Dziurach: In der Vergangenheit war er Außenminister, Wirtschaftsminister, Abgeordneter im Parlament, Ratsvorsitzender der Nationalbank. Das sind gute Voraussetzungen für das Präsidentenamt. Er hat auch eine wichtige Rolle bei der Orangenen Revolution 2004 und während der jüngsten Proteste gegen die Diktatur von Ex-Präsident Janukowitsch gespielt, was ihm bei den Wählern weitere Sympathie einbrachte. Die Wahlergebnisse bezeugen ein großes Vertrauen, das die Ukrainer ihrem neuen Präsident geschenkt haben. Sein Sieg mit fast 55 Prozent gegen 12 Prozent, die Julia Timoschenko erhalten hat, sieht sogar überzeugender aus als Putins Erfolg im Jahr 2000. Putin setzte sich bei seiner ersten Präsidentenwahl mit 53 Prozent gegen den Kommunisten Gennadi Sjuganow durch, der 29 Prozent erhielt. Neben dem Vertrauen spiegeln die Wahlergebnisse auch den tiefen Wunsch und die Sehnsucht der ukrainischen Gesellschaft nach Frieden, Stabilität und Sicherheit wider. Gerade mit Petro Poroschenko verbinden die Ukrainer diese Erwartungen. Der tiefe Riss zwischen den Politikern und der Gesellschaft, die zum sogenannten Euromaidan geführt hat und so viel Leiden und Opfer gebracht hat, verlangt eine radikale Erneuerung in allen Bereichen des öffentlichen Lebens. Nicht umsonst trat Petro Poroschenko mit dem Wahlkampfslogan "Auf neue Art leben" an. Nicht nur die Gesellschaft muss neu denken und handeln. Da Poroschenko auf gewisse Weise aus der vergangenen Epoche stammt, wird auch er wie seine politische Mannschaft auf neue Art leben und handeln lernen müssen.

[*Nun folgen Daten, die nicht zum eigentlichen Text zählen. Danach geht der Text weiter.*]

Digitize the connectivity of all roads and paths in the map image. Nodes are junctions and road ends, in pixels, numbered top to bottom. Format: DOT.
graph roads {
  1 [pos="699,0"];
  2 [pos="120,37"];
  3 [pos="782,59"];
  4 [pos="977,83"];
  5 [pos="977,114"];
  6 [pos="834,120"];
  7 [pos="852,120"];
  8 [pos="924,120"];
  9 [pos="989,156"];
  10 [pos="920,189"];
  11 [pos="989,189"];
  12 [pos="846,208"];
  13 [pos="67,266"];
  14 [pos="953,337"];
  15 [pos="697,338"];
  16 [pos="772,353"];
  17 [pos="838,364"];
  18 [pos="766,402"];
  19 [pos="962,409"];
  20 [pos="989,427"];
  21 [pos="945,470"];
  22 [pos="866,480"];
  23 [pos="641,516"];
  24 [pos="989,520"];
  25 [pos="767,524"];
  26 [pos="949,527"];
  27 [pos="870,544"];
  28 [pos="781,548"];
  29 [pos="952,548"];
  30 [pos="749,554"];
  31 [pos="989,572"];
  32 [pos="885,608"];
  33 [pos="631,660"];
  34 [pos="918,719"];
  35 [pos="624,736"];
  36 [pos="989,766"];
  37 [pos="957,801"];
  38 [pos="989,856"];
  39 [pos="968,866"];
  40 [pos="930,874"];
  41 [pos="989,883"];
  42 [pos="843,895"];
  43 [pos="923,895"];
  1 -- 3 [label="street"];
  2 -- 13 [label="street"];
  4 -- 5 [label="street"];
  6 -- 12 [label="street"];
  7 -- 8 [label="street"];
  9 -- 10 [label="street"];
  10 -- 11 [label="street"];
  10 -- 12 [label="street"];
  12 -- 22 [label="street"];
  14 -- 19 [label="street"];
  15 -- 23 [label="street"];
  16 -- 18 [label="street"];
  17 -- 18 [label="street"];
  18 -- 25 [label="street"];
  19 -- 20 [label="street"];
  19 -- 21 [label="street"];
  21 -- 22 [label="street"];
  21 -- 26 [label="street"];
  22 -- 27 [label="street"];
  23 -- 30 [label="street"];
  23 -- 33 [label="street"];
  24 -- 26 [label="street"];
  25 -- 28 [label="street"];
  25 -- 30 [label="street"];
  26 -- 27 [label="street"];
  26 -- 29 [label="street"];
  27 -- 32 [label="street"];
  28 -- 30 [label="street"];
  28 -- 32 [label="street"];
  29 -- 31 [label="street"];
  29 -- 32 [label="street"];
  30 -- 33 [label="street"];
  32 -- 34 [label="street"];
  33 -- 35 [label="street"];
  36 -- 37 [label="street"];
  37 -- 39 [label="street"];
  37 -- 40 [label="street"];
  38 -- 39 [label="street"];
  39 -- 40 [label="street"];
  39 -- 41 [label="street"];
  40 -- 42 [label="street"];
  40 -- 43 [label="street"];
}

Weihbischof Bogdan Dziurach ist Generalsekretär der griechisch-katholischen Bischofssynode in der Ukraine.
Bild: ©KNA

Weihbischof Bogdan Dziurach ist Generalsekretär der griechisch-katholischen Bischofssynode in der Ukraine.

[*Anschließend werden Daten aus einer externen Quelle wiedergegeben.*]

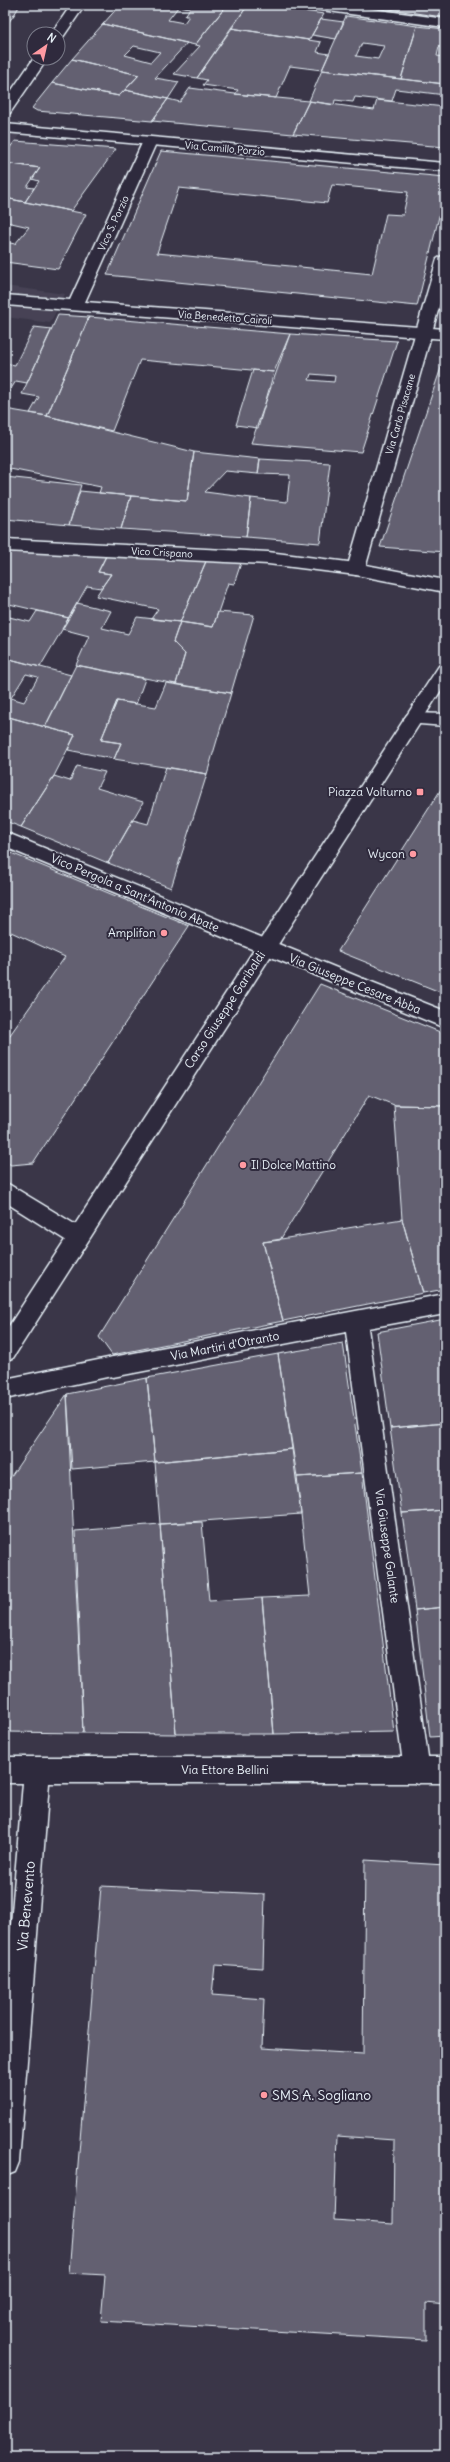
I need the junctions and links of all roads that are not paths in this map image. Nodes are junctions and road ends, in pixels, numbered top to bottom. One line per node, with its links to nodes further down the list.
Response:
1 (78, 5): 4 (street)
2 (314, 5): 3 (street)
3 (445, 23)
4 (64, 26)
5 (35, 66): 6 (street)
6 (5, 110)
7 (5, 128): 8 (street, Via Camillo Porzio)
8 (150, 141): 9 (street, Via Camillo Porzio); 12 (street, Vico S. Porzio)
9 (445, 167)
10 (445, 259): 13 (street, Via Carlo Pisacane)
11 (5, 300): 12 (street, Via Benedetto Cairoli)
12 (74, 306): 13 (street, Via Benedetto Cairoli)
13 (424, 332): 14 (street, Via Benedetto Cairoli); 16 (street, Via Carlo Pisacane)
14 (445, 334)
15 (5, 545): 16 (street, Vico Crispano)
16 (356, 569): 17 (street, Vico Crispano)
17 (445, 586)
18 (445, 670): 19 (street, Corso Giuseppe Garibaldi)
19 (413, 719): 20 (street); 22 (street, Corso Giuseppe Garibaldi)
20 (445, 720)
21 (8, 843): 22 (street, Vico Pergola a Sant'Antonio Abate)
22 (266, 947): 23 (street, Via Giuseppe Cesare Abba); 25 (street, Corso Giuseppe Garibaldi)
23 (445, 1020)
24 (5, 1191): 25 (street)
25 (78, 1237): 28 (street, Corso Giuseppe Garibaldi)
26 (445, 1304): 27 (street, Via Martiri d'Otranto)
27 (356, 1321): 29 (street, Via Martiri d'Otranto); 31 (street, Via Giuseppe Galante)
28 (5, 1351)
29 (5, 1389)
30 (5, 1770): 33 (street, Via Ettore Bellini)
31 (417, 1770): 32 (street, Via Ettore Bellini); 33 (street, Via Ettore Bellini)
32 (445, 1770)
33 (37, 1771): 34 (street, Via Benevento)
34 (5, 2162)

Frage: Was erwarten Sie von Poroschenko?

Dziurach: Dem neuen Präsidenten sollte es möglichst schnell gelingen, die Aggression Russlands zu beenden, den Frieden im Land wiederherzustellen und die Sicherheit aller Bürger zu gewährleisten. Danach kann er die notwendigen Reformen fortführen, Parlamentswahlen ansetzen, entschlossene Maßnahmen gegen Korruption und die Stabilisierung der Wirtschaft ergreifen. Wichtig ist, dass die Meinungs-, Gewissens- und Religionsfreiheit garantiert wird und Politiker dem eigenen Volk zuhören. Die Politiker müssen verstehen und lernen, dass sie die Angestellten des Volkes sind und seinem Wohl dienen sollen. Wir erwarten aber auch, dass unsere westlichen Freunde angesichts der fortlaufenden Aggression seitens Russlands weiter ihre konkrete und wirksame Solidarität zeigen. Nur gemeinsam werden wir imstande sein, die Unabhängigkeit der Ukraine zu verteidigen, die territoriale Integrität des Landes wiederherzustellen und die Stabilität auf dem gesamten europäischen Kontinent zu sichern.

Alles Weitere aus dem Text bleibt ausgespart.